Il Centro Studi “Impresa Lavoro”, nel suo recente “Indice della Libertà Fiscale” basato sull’analisi comparata di 29 economie europee, partendo dai dati Eurostat e Banca Mondiale, ha evidenziato come il nostro Paese si confermi fiscalmente oppresso, registrando cattive performance nelle classifiche relative a ciascun indicatore analizzato: numero delle procedure (Svezia prima, Italia ventiquattresima),  numero di ore necessarie per pagare le tasse (Estonia prima, Italia ventitreesima),Total Tax Rate sulle imprese-il prelievo fiscale sulle imprese- (Lussemburgo prima, Italia ventesima), costo in termini di personale impiegato per le procedure burocratiche sostenute per essere in regola con il fisco (Estonia prima, Italia ventottesima), pressione fiscale in rapporto al Prodotto interno lordo (PIL) maturata dal 2000 al 2015 (Irlanda prima e Italia venticinquesima) e, infine, pressione fiscale sulle famiglie, intesa come la percentuale di tasse sul reddito familiare lordo che paga un nucleo tipo di genitori che lavorano con due figli a carico (Estonia prima, Italia venticinquesima).

Tutto questo appare in modo platealmente evidente quando si analizza la serie storica del cosiddetto “Tax freedom day”, cioè il giorno in cui, pagate le tasse, si inizia a guadagnare per se stessi.
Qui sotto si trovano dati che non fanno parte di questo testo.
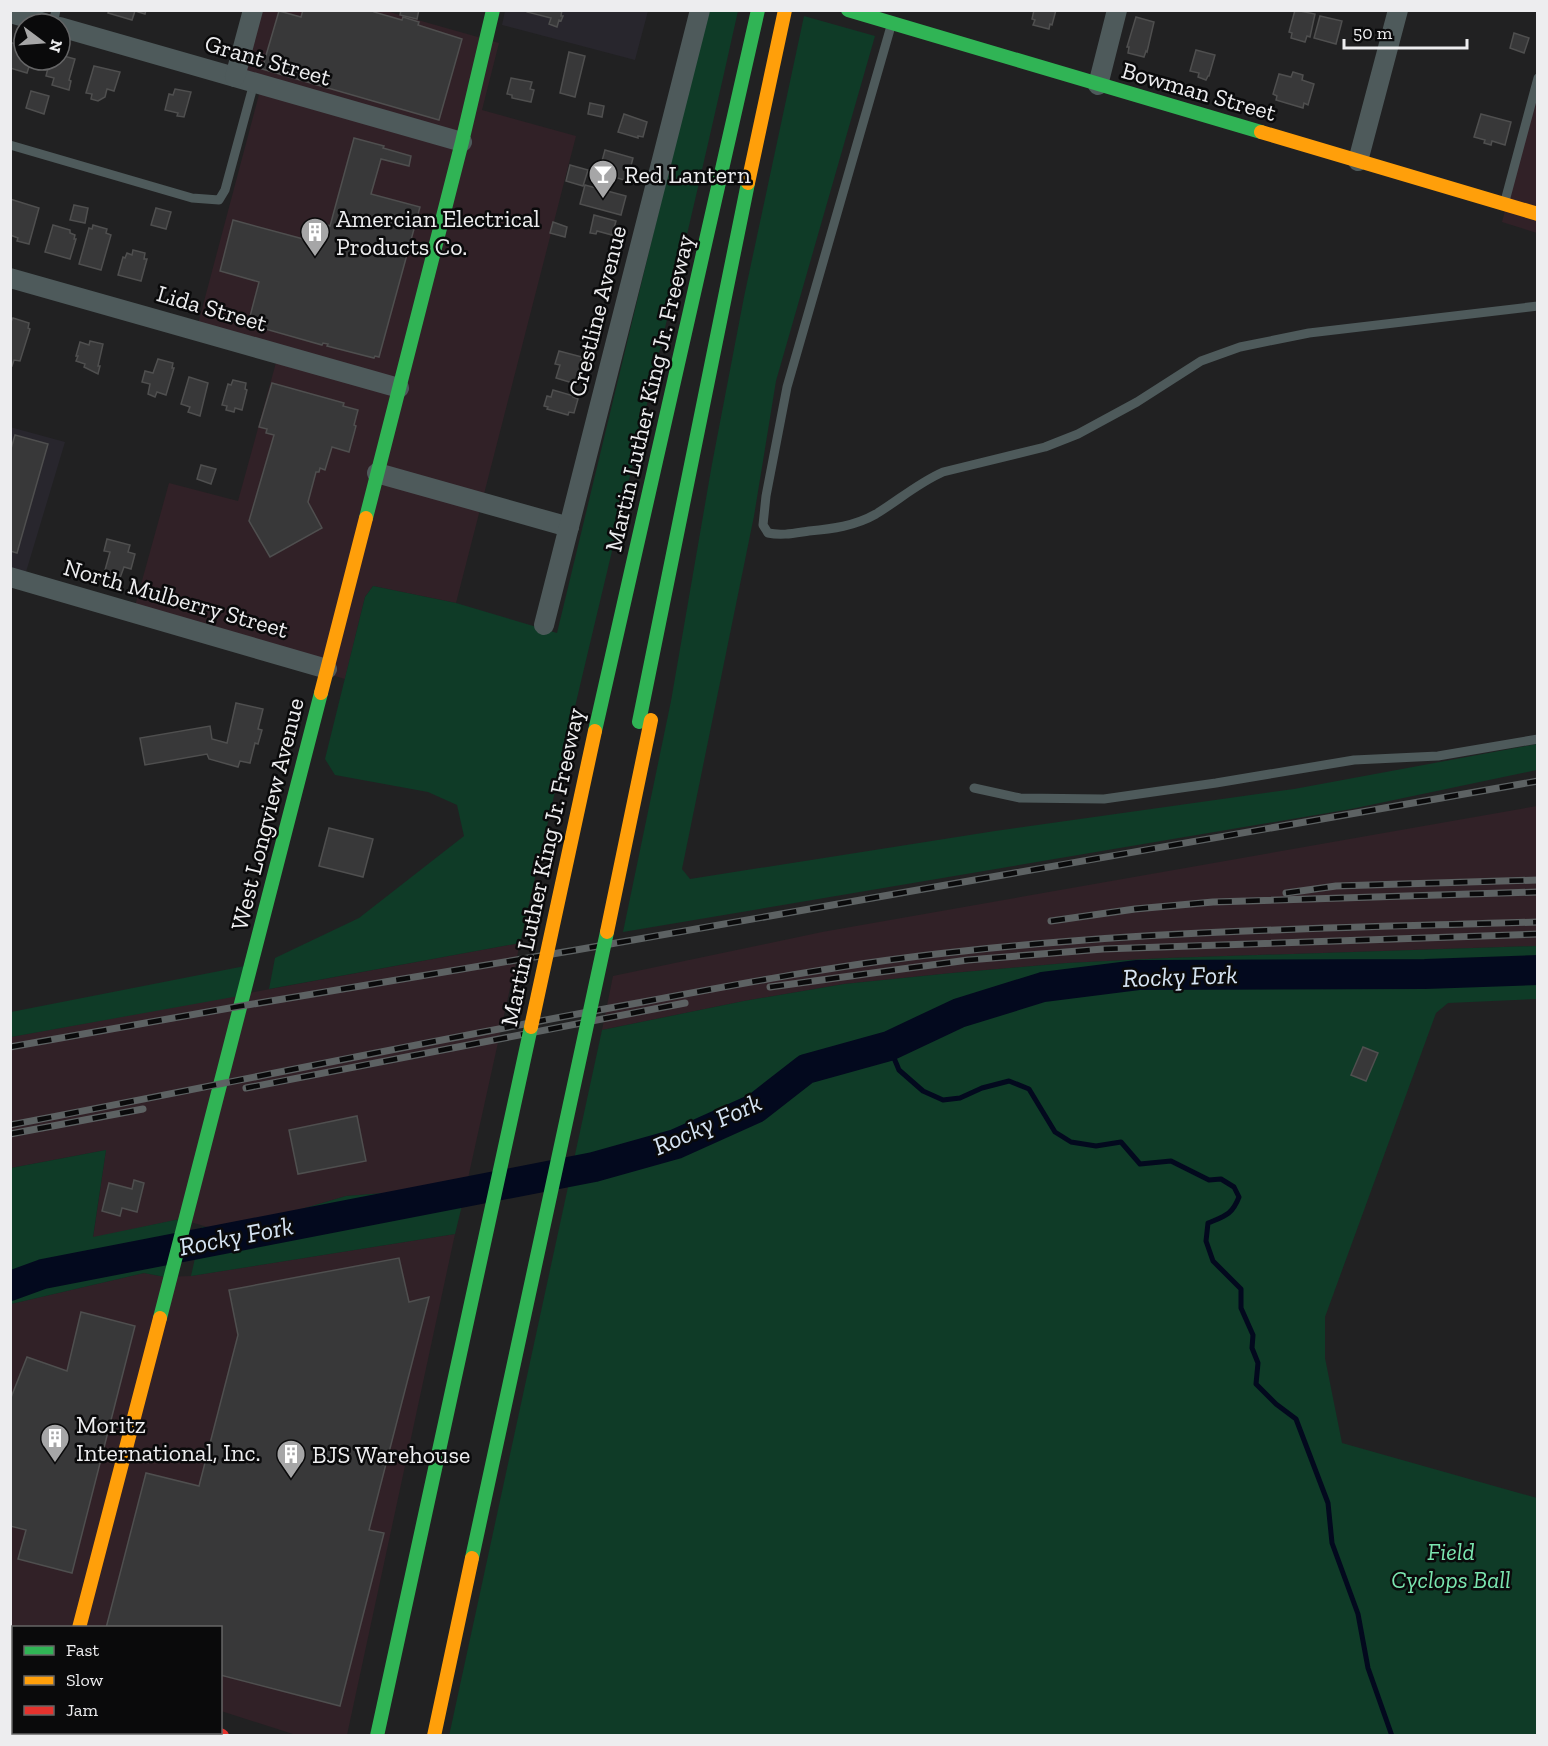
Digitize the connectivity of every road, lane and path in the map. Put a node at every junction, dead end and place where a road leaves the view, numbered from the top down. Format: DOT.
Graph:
graph roads {
  1 [pos="253,10"];
  2 [pos="493,10"];
  3 [pos="700,10"];
  4 [pos="758,10"];
  5 [pos="785,10"];
  6 [pos="1117,10"];
  7 [pos="1398,10"];
  8 [pos="860,12"];
  9 [pos="892,24"];
  10 [pos="72,30"];
  11 [pos="235,77"];
  12 [pos="1538,78"];
  13 [pos="254,83"];
  14 [pos="1098,84"];
  15 [pos="462,142"];
  16 [pos="10,145"];
  17 [pos="1358,161"];
  18 [pos="1504,204"];
  19 [pos="1538,214"];
  20 [pos="10,278"];
  21 [pos="1538,306"];
  22 [pos="399,387"];
  23 [pos="377,473"];
  24 [pos="569,527"];
  25 [pos="10,577"];
  26 [pos="544,625"];
  27 [pos="614,645"];
  28 [pos="327,669"];
  29 [pos="586,707"];
  30 [pos="645,721"];
  31 [pos="1538,739"];
  32 [pos="974,788"];
  33 [pos="467,1258"];
  34 [pos="80,1626"];
  35 [pos="213,1734"];
  36 [pos="222,1736"];
  37 [pos="364,1736"];
  38 [pos="377,1736"];
  39 [pos="420,1736"];
  40 [pos="434,1736"];
  1 -- 11 [label="street"];
  2 -- 15 [label="main road, West Longview Avenue"];
  3 -- 24 [label="street, Crestline Avenue"];
  4 -- 27 [label="main road, Martin Luther King Jr. Freeway"];
  5 -- 30 [label="main road"];
  6 -- 14 [label="street"];
  7 -- 17 [label="street"];
  8 -- 9 [label="main road, Bowman Street"];
  9 -- 14 [label="main road, Bowman Street"];
  9 -- 21 [label="lane"];
  10 -- 11 [label="street, Grant Street"];
  11 -- 13 [label="street, Grant Street"];
  12 -- 18 [label="lane"];
  13 -- 15 [label="street, Grant Street"];
  13 -- 16 [label="lane"];
  14 -- 17 [label="main road, Bowman Street"];
  15 -- 22 [label="main road, West Longview Avenue"];
  17 -- 18 [label="main road, Bowman Street"];
  18 -- 19 [label="main road, Bowman Street"];
  20 -- 22 [label="street, Lida Street"];
  22 -- 23 [label="main road, West Longview Avenue"];
  23 -- 24 [label="street"];
  23 -- 28 [label="main road, West Longview Avenue"];
  24 -- 26 [label="street, Crestline Avenue"];
  25 -- 28 [label="street, North Mulberry Street"];
  27 -- 29 [label="main road"];
  27 -- 38 [label="main road, Martin Luther King Jr. Freeway, bridge"];
  28 -- 34 [label="main road, West Longview Avenue"];
  30 -- 39 [label="main road"];
  30 -- 40 [label="main road, bridge"];
  31 -- 32 [label="lane"];
  33 -- 37 [label="main road"];
  35 -- 36 [label="main road"];
}
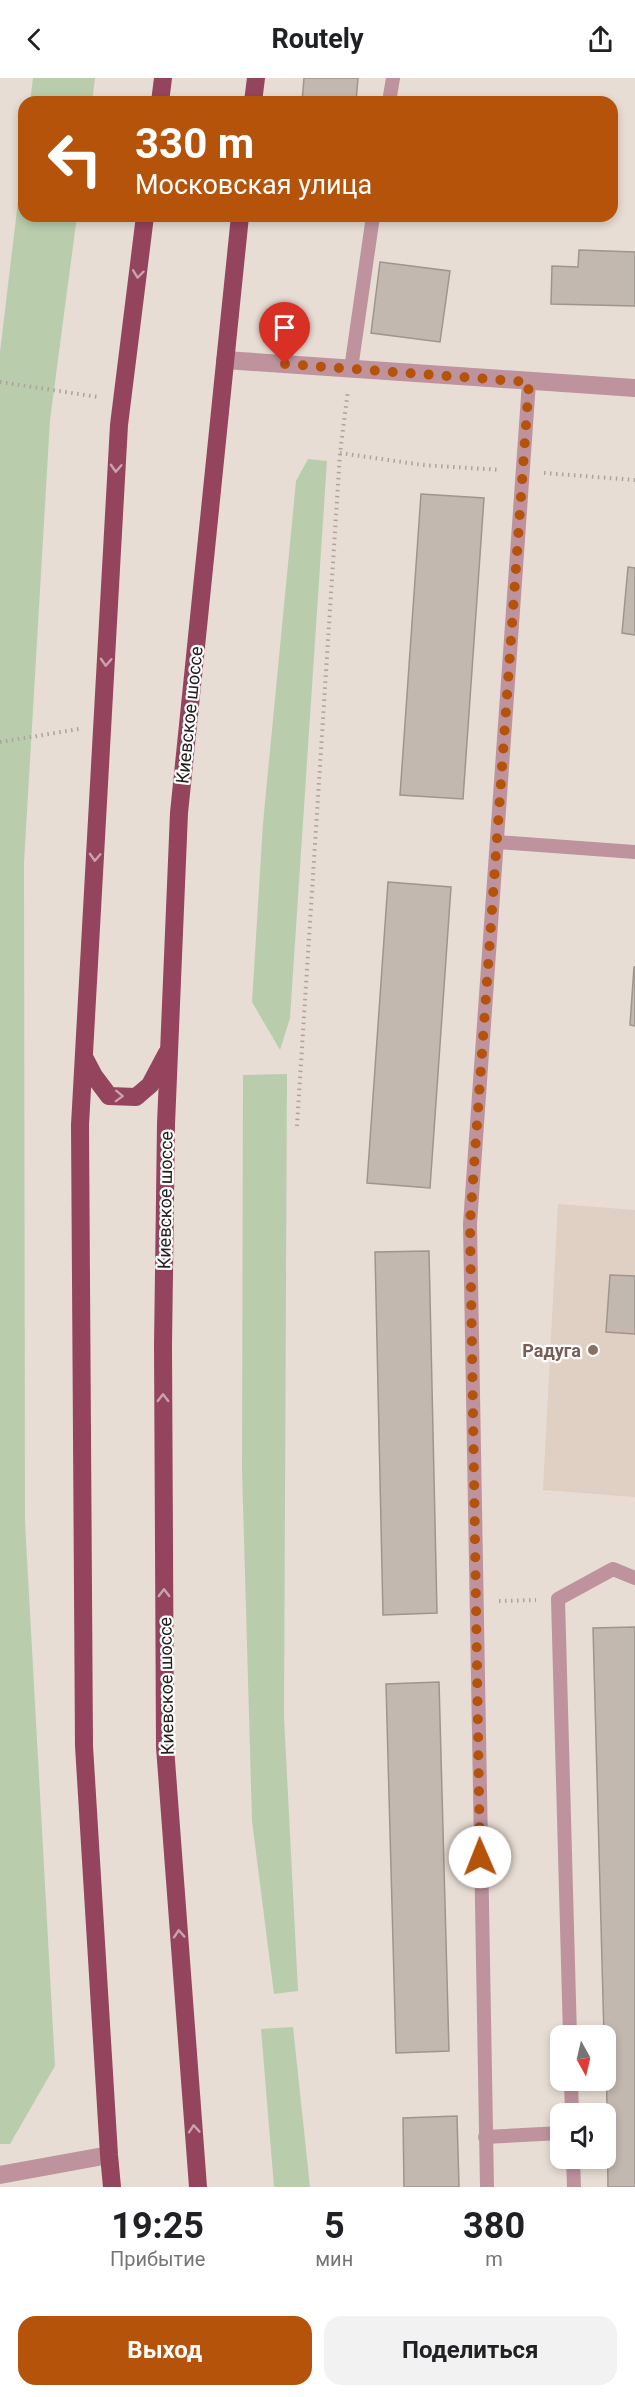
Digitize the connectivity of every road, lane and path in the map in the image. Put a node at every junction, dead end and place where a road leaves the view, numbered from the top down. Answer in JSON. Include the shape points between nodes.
{"nodes":[{"id":1,"x":163,"y":78,"type":"edge"},
{"id":2,"x":256,"y":78,"type":"edge"},
{"id":3,"x":393,"y":78,"type":"edge"},
{"id":4,"x":161,"y":96,"type":"edge"},
{"id":5,"x":254,"y":96,"type":"edge"},
{"id":6,"x":390,"y":96,"type":"edge"},
{"id":7,"x":144,"y":222,"type":"edge"},
{"id":8,"x":239,"y":222,"type":"edge"},
{"id":9,"x":372,"y":222,"type":"edge"},
{"id":10,"x":225,"y":360,"type":"junction"},
{"id":11,"x":351,"y":369,"type":"junction"},
{"id":12,"x":0,"y":382,"type":"edge"},
{"id":13,"x":529,"y":382,"type":"junction"},
{"id":14,"x":635,"y":388,"type":"edge"},
{"id":15,"x":105,"y":398,"type":"dead end"},
{"id":16,"x":340,"y":453,"type":"junction"},
{"id":17,"x":522,"y":471,"type":"junction"},
{"id":18,"x":635,"y":480,"type":"edge"},
{"id":19,"x":80,"y":729,"type":"dead end"},
{"id":20,"x":0,"y":742,"type":"edge"},
{"id":21,"x":496,"y":842,"type":"junction"},
{"id":22,"x":635,"y":852,"type":"edge"},
{"id":23,"x":169,"y":1050,"type":"junction"},
{"id":24,"x":83,"y":1055,"type":"junction"},
{"id":25,"x":297,"y":1126,"type":"dead end"},
{"id":26,"x":635,"y":1578,"type":"edge"},
{"id":27,"x":558,"y":1599,"type":"junction"},
{"id":28,"x":476,"y":1601,"type":"junction"},
{"id":29,"x":570,"y":2025,"type":"edge"},
{"id":30,"x":550,"y":2134,"type":"edge"},
{"id":31,"x":485,"y":2137,"type":"junction"},
{"id":32,"x":108,"y":2155,"type":"junction"},
{"id":33,"x":573,"y":2169,"type":"edge"},
{"id":34,"x":0,"y":2175,"type":"edge"},
{"id":35,"x":112,"y":2187,"type":"edge"},
{"id":36,"x":198,"y":2187,"type":"edge"},
{"id":37,"x":487,"y":2187,"type":"edge"},
{"id":38,"x":574,"y":2187,"type":"edge"}],
"edges":[{"from":1,"to":4,"type":"highway"},
{"from":2,"to":5,"type":"highway"},
{"from":3,"to":6,"type":"lane"},
{"from":7,"to":24,"type":"highway","one_way":true,"via":[[119,425]]},
{"from":8,"to":10,"type":"highway","name":"Киевское шоссе"},
{"from":9,"to":11,"type":"lane"},
{"from":10,"to":11,"type":"street"},
{"from":10,"to":23,"type":"highway","name":"Киевское шоссе","via":[[179,813]]},
{"from":11,"to":13,"type":"street"},
{"from":11,"to":16,"type":"path"},
{"from":12,"to":15,"type":"path"},
{"from":13,"to":14,"type":"street"},
{"from":13,"to":17,"type":"lane"},
{"from":16,"to":17,"type":"path","via":[[423,465]]},
{"from":16,"to":25,"type":"path"},
{"from":17,"to":18,"type":"path"},
{"from":17,"to":21,"type":"lane"},
{"from":19,"to":20,"type":"path"},
{"from":21,"to":22,"type":"lane"},
{"from":21,"to":28,"type":"lane","via":[[470,1224]]},
{"from":24,"to":23,"type":"highway","one_way":true,"via":[[109,1096],[136,1097],[150,1085]]},
{"from":36,"to":23,"type":"highway","name":"Киевское шоссе","one_way":true,"via":[[165,1747],[163,1346]]},
{"from":24,"to":32,"type":"highway","via":[[80,1125],[84,1746]]},
{"from":26,"to":27,"type":"lane","via":[[613,1569]]},
{"from":27,"to":28,"type":"path"},
{"from":27,"to":29,"type":"lane"},
{"from":28,"to":31,"type":"lane"},
{"from":30,"to":31,"type":"lane"},
{"from":31,"to":37,"type":"lane"},
{"from":32,"to":34,"type":"street"},
{"from":32,"to":35,"type":"highway"},
{"from":33,"to":38,"type":"lane"}]}
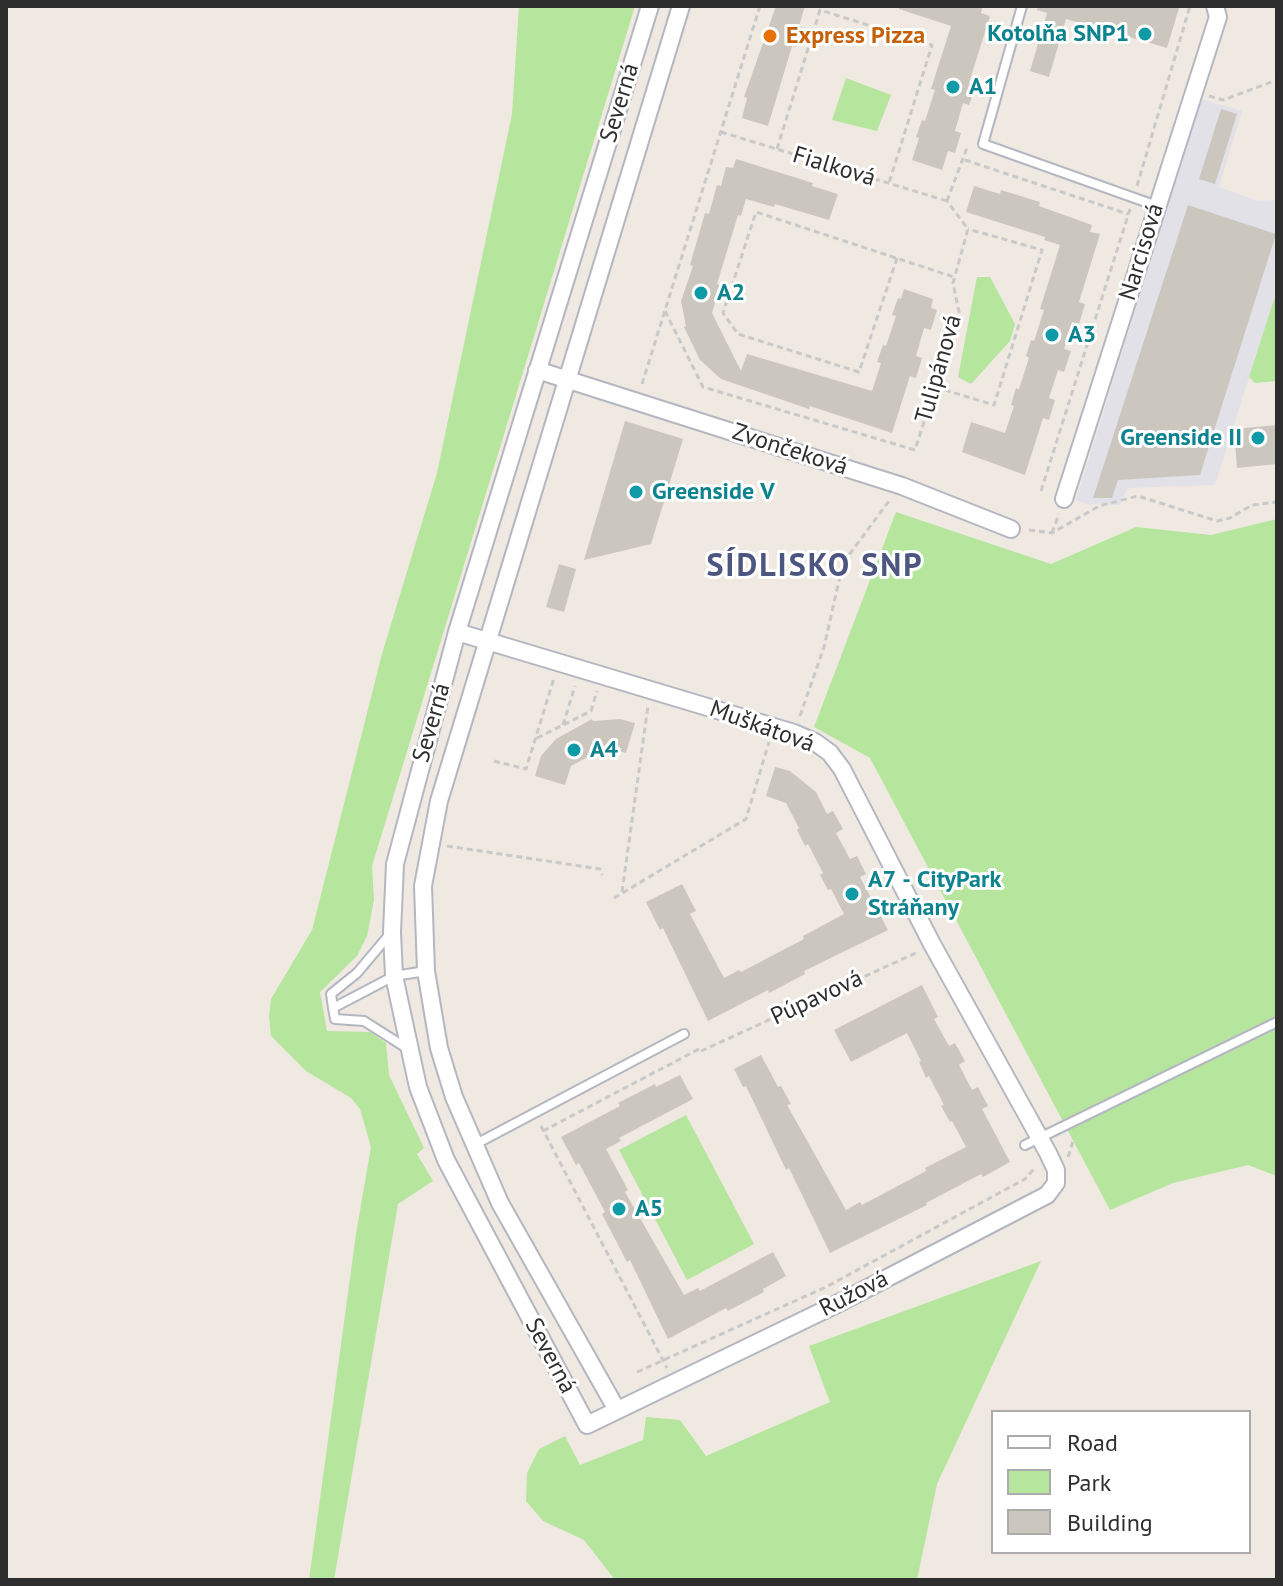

Secondo i calcoli della CGIA di Mestre questo anno i contribuenti italiani hanno lavorato per il fisco fino al mese di giugno e, precisamente, fino al 2 giugno: ben 152 giorni lavorativi, senza contare che gli stipendi degli italiani sono tra i più bassi in Europa in rapporto al livello di tassazione. Nel 2016 (ultimo anno in cui è possibile effettuare una comparazione con i paesi Ue) la pressione fiscale è stata del 42,1%, e sebbene sia in calo dal 2013, negli ultimi 25 anni il “tax freedom day” più “precoce” si è verificato nel 2005. In quell'occasione, con il Governo Berlusconi II, la pressione fiscale si attestò al 39,1 % e ai contribuenti italiani bastò raggiungere il 24 maggio e solo 143 giorni lavorativi per scrollarsi di dosso il giogo fiscale. Se poi confrontiamo il “Tax freedom day” italiano con quello dei nostri principali competitori economici, solo la Francia presenta un numero di giorni di lavoro necessari per pagare le tasse nettamente superiore (più 21, con un prelievo del 47,9%), mentre tutti gli altri hanno potuto festeggiare la liberazione fiscale con un netto anticipo. In Germania, ad esempio, 7 giorni prima di noi (40,1%), in Olanda 12 giorni (38,9%), nel Regno Unito 27 (34,8%) e in Spagna 28 (34,3%). Il paese più virtuoso è l’Irlanda; con una pressione fiscale del 23,6% che consente ai propri contribuenti di assolvere gli obblighi fiscali in soli 86 giorni lavorativi. A quanto precede si aggiunge il fatto che il cosiddetto «statuto del contribuente», di cui alla legge n. 212 del 2000, in attuazione degli articoli 3, 23, 53 e 97 della Costituzione, pur avendo sancito princìpi importanti per la tutela del contribuente quali, ad esempio, la chiarezza e la trasparenza delle disposizioni tributarie, l'irretroattività delle norme tributarie, come quelle penali, nonché la tutela della buona fede e dell'affidamento del contribuente, non solo viene di fatto disatteso ad ogni manovra finanziaria, ma non ha consentito di tutelare i cittadini dall'eccessiva pressione fiscale. È pertanto necessario un intervento di rango superiore al fine di fissare un limite costituzionale all'imposizione fiscale riferita alla base imponibile.Si propone, pertanto, una modifica all'articolo 53 della Costituzione finalizzata a sancire il limite dei due/quinti alla pressione fiscale, calcolato sul reddito prodotto annualmente, e a introdurre, a livello costituzionale, il principio di non retroattività delle norme fiscali e di semplificazione del sistema impositivo.

 

PROPOSTA DI LEGGE COSTITUZIONALE

Art. 1.
1. Il secondo comma dell'articolo 53 della Costituzione è sostituito dal seguente:
      «Il sistema tributario è regolato da leggi informate a criteri di progressività, semplicità, chiarezza e non retroattività. Le leggi regolano i rapporti tra i contribuenti e il sistema fiscale secondo princìpi di non retroattività delle norme e di semplificazione delle aliquote contributive e non possono in ogni caso determinare un gettito fiscale totale annuale eccedente i due quinti del prodotto interno lordo».